EXERCISE
Where does the string "Saint" appear in the records? Copy each line that holds it.

(Collected data)
________________

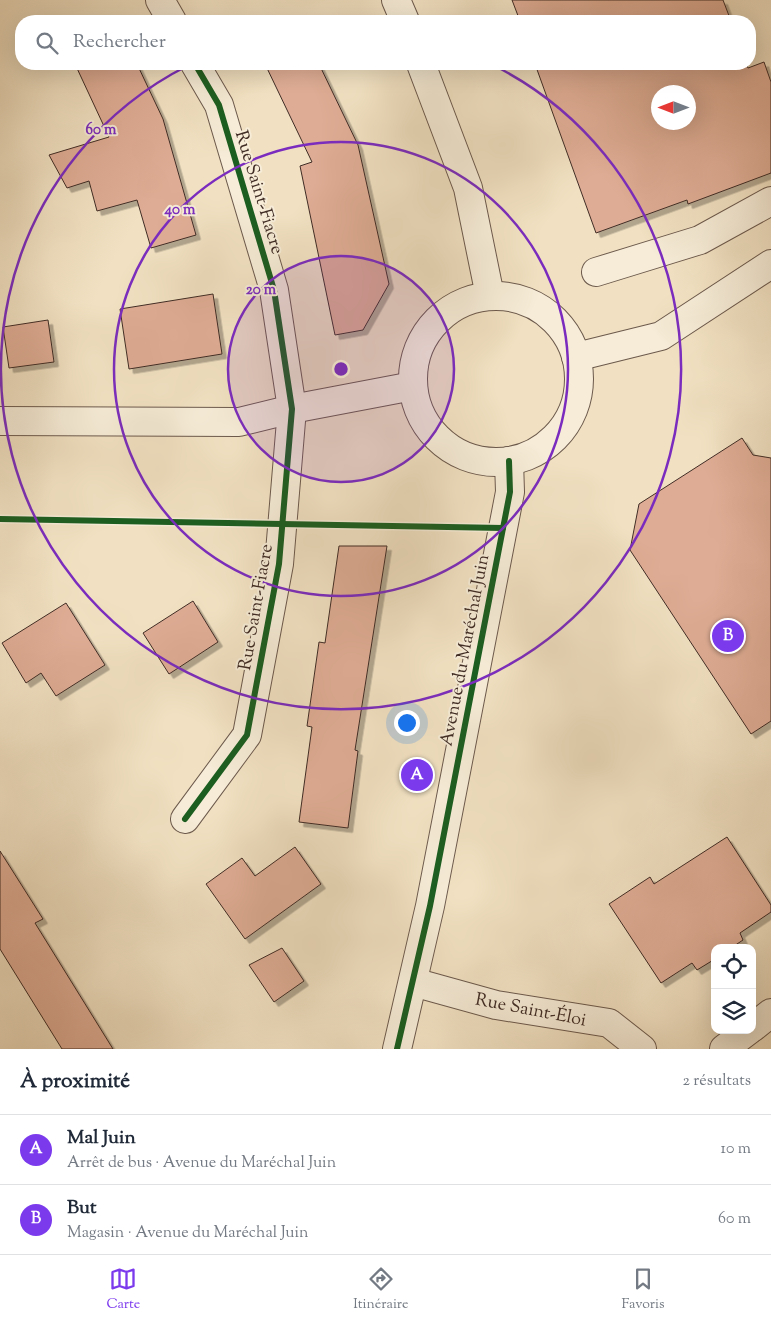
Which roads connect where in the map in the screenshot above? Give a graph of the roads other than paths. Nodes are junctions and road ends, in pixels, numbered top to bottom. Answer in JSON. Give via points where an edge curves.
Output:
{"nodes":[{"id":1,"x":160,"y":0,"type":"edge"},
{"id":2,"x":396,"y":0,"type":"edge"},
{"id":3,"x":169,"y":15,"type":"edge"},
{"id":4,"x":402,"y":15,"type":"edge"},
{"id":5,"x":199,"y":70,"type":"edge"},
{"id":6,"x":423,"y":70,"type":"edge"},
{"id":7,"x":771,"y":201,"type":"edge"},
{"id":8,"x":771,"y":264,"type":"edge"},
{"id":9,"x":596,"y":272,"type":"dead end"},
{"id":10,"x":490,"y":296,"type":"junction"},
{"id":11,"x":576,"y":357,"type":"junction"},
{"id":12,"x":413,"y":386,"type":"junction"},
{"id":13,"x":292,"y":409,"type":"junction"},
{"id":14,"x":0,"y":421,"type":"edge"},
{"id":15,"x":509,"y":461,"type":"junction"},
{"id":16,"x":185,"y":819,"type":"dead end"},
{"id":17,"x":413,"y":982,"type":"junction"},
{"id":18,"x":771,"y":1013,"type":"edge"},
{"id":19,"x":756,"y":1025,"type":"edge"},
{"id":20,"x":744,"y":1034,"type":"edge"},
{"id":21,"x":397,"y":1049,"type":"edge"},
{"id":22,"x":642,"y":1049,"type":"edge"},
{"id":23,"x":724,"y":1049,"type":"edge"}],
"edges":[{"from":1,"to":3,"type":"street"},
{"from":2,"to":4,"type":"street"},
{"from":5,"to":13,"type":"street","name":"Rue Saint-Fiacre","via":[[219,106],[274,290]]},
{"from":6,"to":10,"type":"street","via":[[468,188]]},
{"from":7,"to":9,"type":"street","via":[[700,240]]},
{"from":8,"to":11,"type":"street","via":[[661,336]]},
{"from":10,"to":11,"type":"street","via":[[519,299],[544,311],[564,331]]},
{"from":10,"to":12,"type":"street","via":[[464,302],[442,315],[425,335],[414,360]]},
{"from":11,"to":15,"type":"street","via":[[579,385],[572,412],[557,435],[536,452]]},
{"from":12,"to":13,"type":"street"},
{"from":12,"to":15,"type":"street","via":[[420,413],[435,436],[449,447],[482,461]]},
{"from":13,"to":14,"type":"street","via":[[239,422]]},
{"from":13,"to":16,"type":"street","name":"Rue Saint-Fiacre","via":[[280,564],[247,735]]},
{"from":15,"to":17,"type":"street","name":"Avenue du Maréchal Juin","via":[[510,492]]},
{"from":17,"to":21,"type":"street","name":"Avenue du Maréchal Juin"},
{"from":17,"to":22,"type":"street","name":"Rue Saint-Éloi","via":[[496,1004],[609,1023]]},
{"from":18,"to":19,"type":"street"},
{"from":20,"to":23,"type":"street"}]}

________________

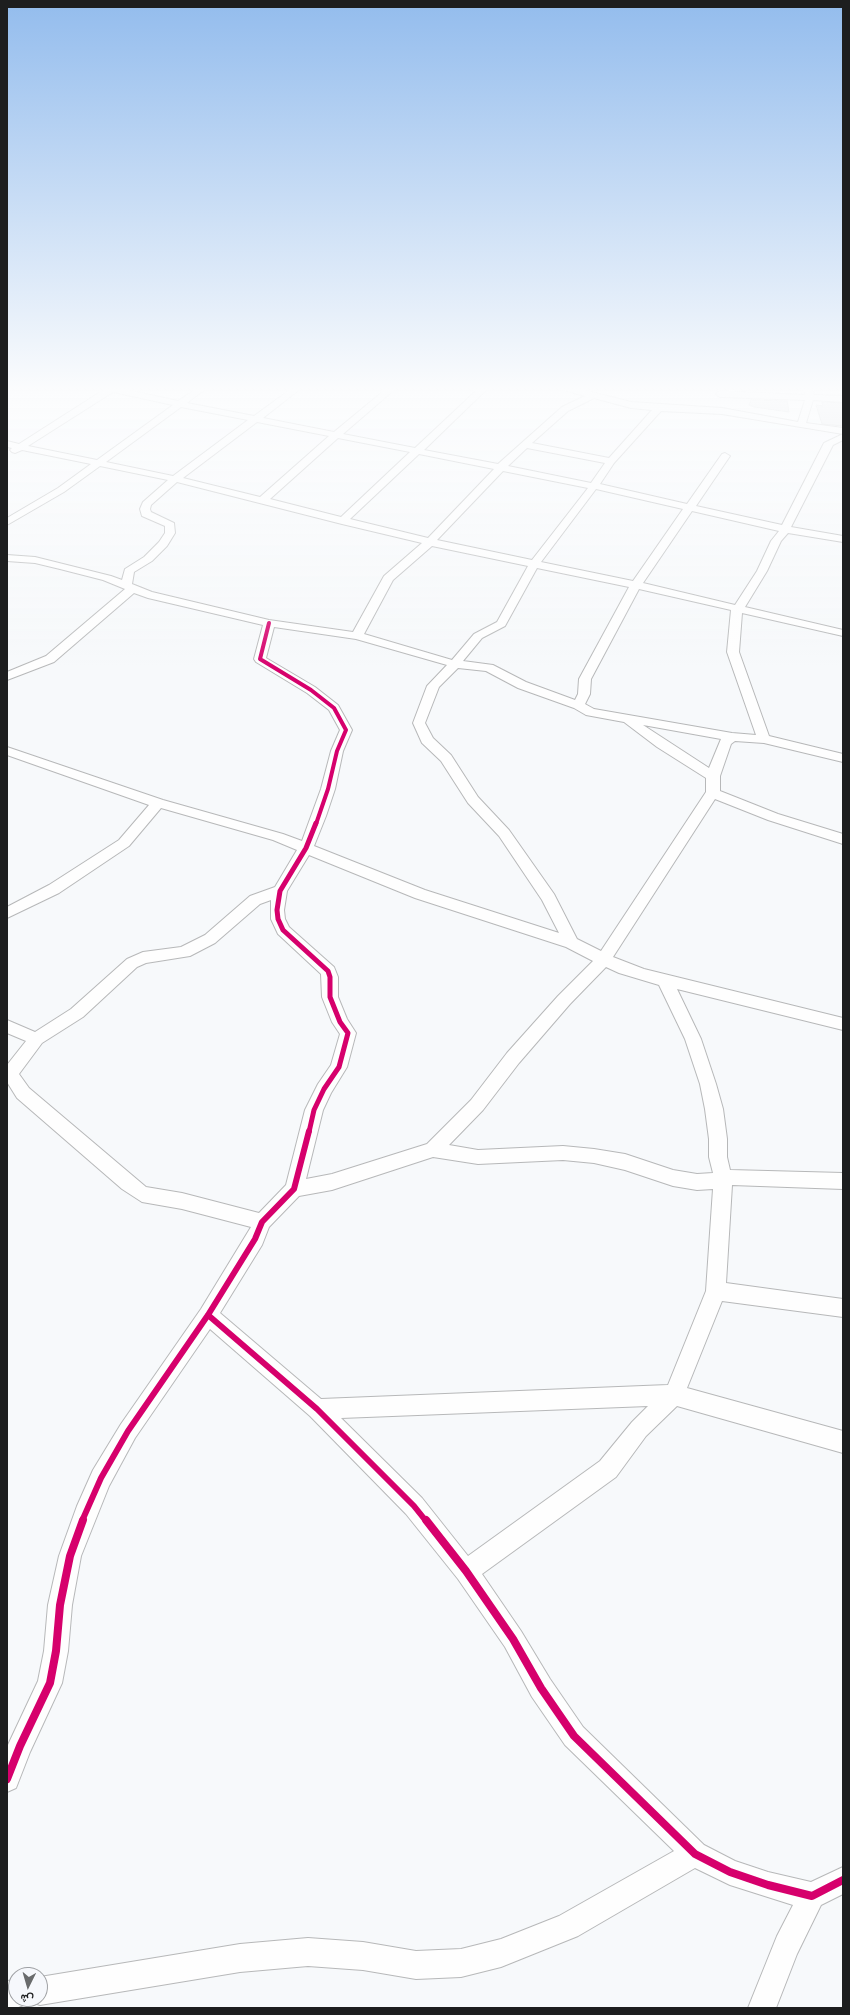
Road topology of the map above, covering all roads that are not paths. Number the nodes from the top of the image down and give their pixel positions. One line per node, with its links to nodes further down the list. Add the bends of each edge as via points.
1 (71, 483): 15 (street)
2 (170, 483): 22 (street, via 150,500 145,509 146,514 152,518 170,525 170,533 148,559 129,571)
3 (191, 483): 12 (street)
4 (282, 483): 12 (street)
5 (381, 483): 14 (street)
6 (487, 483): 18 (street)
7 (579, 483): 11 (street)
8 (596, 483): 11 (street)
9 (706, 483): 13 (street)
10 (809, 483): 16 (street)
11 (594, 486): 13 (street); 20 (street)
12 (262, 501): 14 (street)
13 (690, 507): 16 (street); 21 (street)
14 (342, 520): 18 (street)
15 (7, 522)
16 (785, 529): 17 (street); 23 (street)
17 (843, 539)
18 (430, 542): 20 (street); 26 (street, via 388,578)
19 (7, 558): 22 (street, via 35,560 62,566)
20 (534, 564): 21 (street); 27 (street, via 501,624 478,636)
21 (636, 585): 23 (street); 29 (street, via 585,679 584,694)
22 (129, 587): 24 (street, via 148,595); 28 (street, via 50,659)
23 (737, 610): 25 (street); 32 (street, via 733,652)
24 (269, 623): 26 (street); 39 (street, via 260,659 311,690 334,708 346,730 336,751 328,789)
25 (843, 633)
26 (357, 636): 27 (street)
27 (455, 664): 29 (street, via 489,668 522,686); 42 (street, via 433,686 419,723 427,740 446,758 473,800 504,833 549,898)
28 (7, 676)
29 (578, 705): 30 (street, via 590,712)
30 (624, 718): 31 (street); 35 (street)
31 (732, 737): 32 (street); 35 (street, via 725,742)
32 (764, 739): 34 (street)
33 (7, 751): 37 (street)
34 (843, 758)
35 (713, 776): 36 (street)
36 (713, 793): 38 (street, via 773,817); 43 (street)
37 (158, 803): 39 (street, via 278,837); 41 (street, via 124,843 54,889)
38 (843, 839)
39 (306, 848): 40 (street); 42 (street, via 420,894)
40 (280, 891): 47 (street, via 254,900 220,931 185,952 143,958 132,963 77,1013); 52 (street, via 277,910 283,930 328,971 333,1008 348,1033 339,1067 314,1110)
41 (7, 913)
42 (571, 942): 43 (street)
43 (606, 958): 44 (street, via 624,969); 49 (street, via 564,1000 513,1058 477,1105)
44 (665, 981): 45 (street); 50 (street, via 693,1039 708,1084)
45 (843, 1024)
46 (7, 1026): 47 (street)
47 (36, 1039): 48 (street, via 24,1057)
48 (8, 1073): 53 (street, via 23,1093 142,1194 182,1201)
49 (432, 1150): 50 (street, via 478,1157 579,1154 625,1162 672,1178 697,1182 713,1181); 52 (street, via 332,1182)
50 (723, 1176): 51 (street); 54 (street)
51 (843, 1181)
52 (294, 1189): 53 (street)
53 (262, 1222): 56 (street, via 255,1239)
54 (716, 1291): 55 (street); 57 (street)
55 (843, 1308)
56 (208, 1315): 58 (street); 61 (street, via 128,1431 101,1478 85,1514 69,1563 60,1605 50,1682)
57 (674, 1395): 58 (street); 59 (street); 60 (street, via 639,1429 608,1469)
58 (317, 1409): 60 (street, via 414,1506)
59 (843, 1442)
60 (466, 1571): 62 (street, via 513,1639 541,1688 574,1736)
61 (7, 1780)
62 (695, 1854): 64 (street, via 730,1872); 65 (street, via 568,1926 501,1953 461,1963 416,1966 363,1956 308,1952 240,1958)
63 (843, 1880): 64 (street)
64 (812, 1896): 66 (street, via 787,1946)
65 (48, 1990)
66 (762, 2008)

________________

ANSWER TO THIS PROBLEM
{"from":5,"to":13,"type":"street","name":"Rue Saint-Fiacre","via":[[219,106],[274,290]]},
{"from":13,"to":16,"type":"street","name":"Rue Saint-Fiacre","via":[[280,564],[247,735]]},
{"from":17,"to":22,"type":"street","name":"Rue Saint-Éloi","via":[[496,1004],[609,1023]]},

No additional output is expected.